● **TASK DIRECTIONS**
Verbatim copy, images removed: write out the entries below.
######
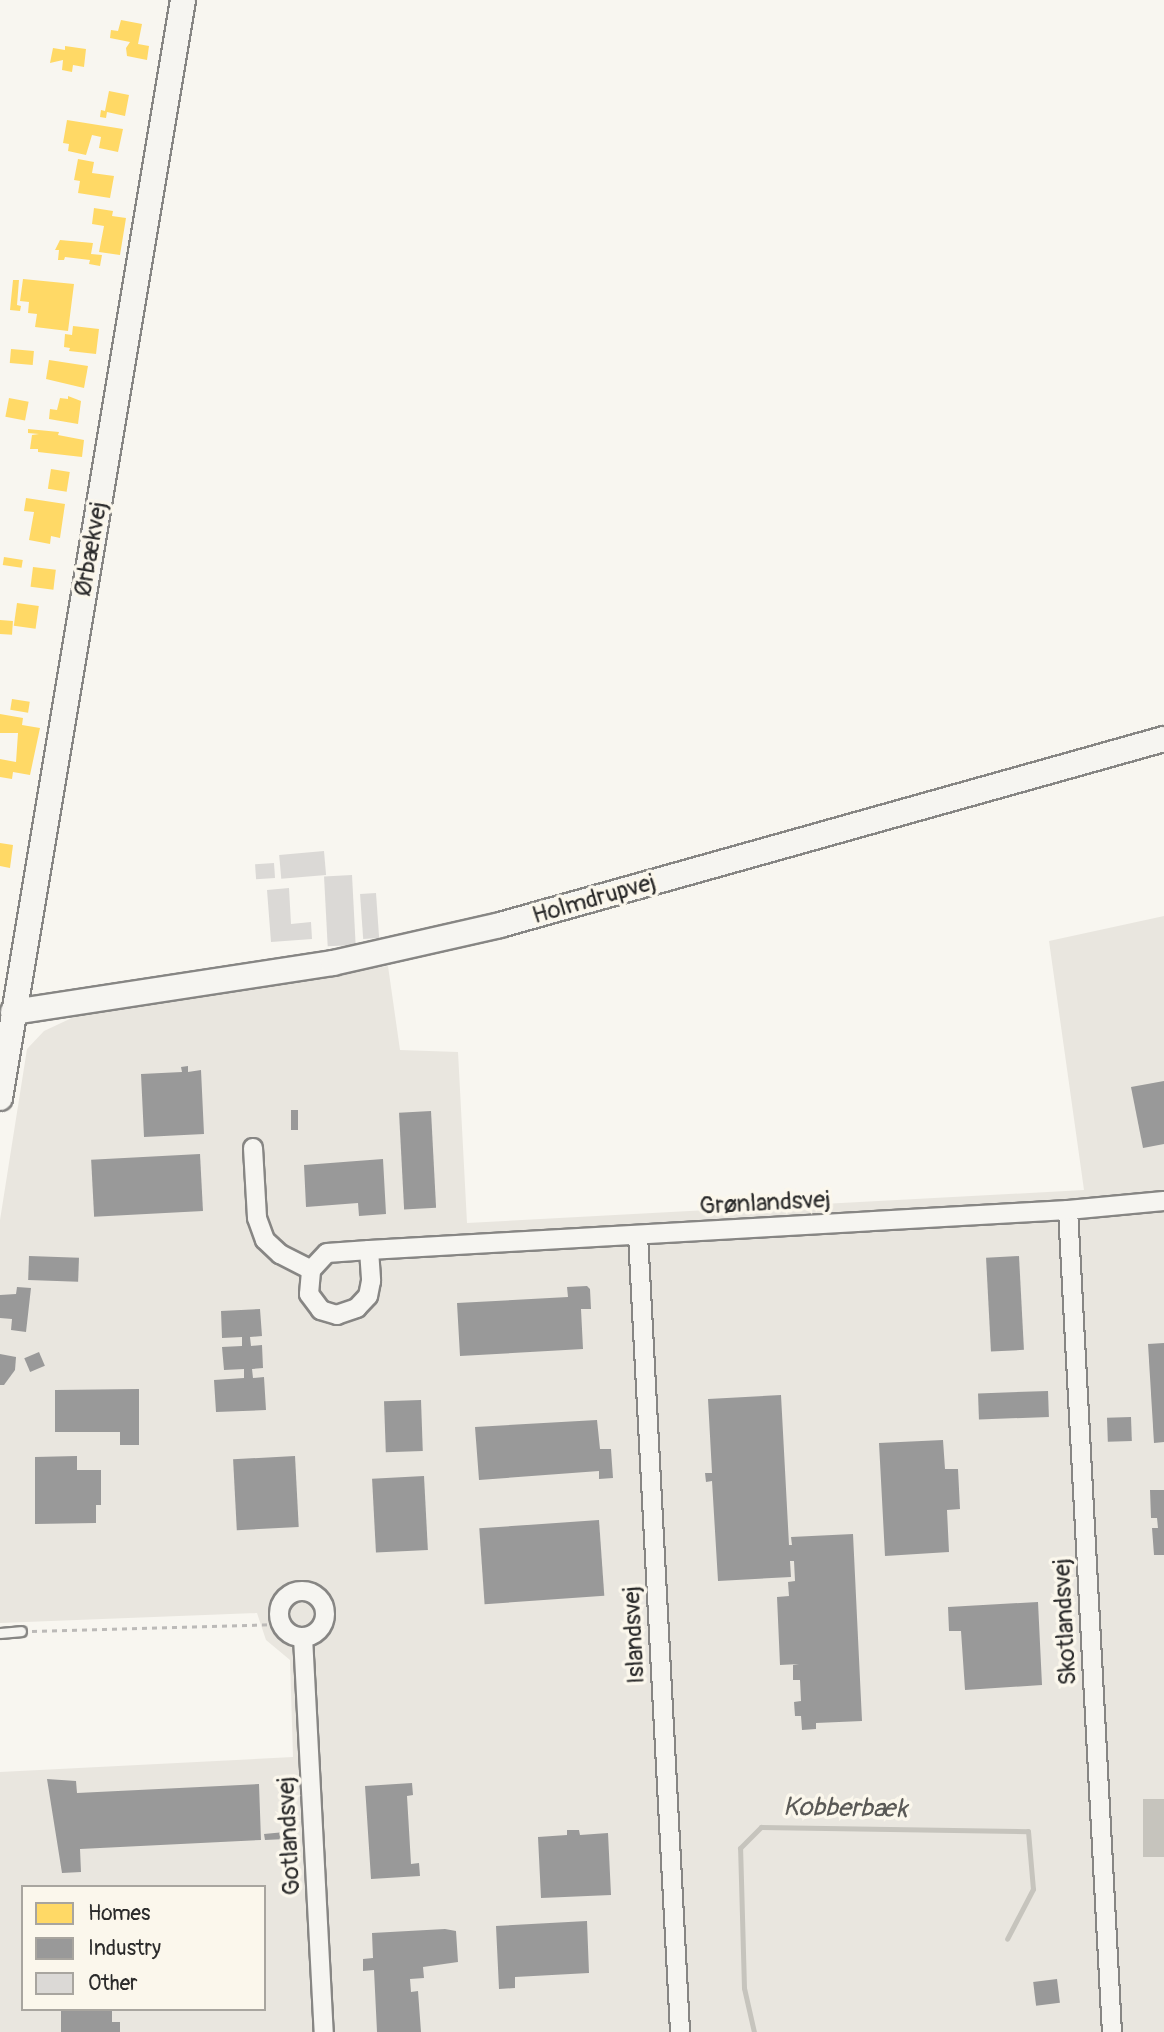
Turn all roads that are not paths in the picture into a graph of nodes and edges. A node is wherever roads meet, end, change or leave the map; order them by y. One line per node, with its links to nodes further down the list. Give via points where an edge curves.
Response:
1 (183, 0): 3 (street, Ørbækvej)
2 (1164, 739): 3 (street, Holmdrupvej, via 500,925 333,963)
3 (13, 1012): 4 (street, Ørbækvej)
4 (0, 1098)
5 (253, 1147): 10 (street, via 257,1218 265,1240 280,1254)
6 (1164, 1201): 7 (street, Grønlandsvej)
7 (1069, 1210): 8 (street, Grønlandsvej); 16 (street, Skotlandsvej)
8 (638, 1235): 9 (street, Grønlandsvej); 15 (street, Islandsvej)
9 (369, 1250): 10 (street, Grønlandsvej, via 327,1253); 10 (street, via 368,1296 357,1308 337,1315 321,1310 309,1294)
10 (311, 1270)
11 (21, 1631): 12 (lane)
12 (0, 1633)
13 (303, 1637): 13 (street, via 319,1629 325,1613 310,1592 292,1592 280,1606 280,1624 293,1636); 14 (street, Gotlandsvej)
14 (324, 2032)
15 (680, 2032)
16 (1112, 2032)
######
● **ANSWER**
Turn all roads that are not paths in the picture into a graph of nodes and edges. A node is wherever roads meet, end, change or leave the map; order them by y. One line per node, with its links to nodes further down the list. Give via points where an edge curves.
Response:
1 (183, 0): 3 (street, Ørbækvej)
2 (1164, 739): 3 (street, Holmdrupvej, via 500,925 333,963)
3 (13, 1012): 4 (street, Ørbækvej)
4 (0, 1098)
5 (253, 1147): 10 (street, via 257,1218 265,1240 280,1254)
6 (1164, 1201): 7 (street, Grønlandsvej)
7 (1069, 1210): 8 (street, Grønlandsvej); 16 (street, Skotlandsvej)
8 (638, 1235): 9 (street, Grønlandsvej); 15 (street, Islandsvej)
9 (369, 1250): 10 (street, Grønlandsvej, via 327,1253); 10 (street, via 368,1296 357,1308 337,1315 321,1310 309,1294)
10 (311, 1270)
11 (21, 1631): 12 (lane)
12 (0, 1633)
13 (303, 1637): 13 (street, via 319,1629 325,1613 310,1592 292,1592 280,1606 280,1624 293,1636); 14 (street, Gotlandsvej)
14 (324, 2032)
15 (680, 2032)
16 (1112, 2032)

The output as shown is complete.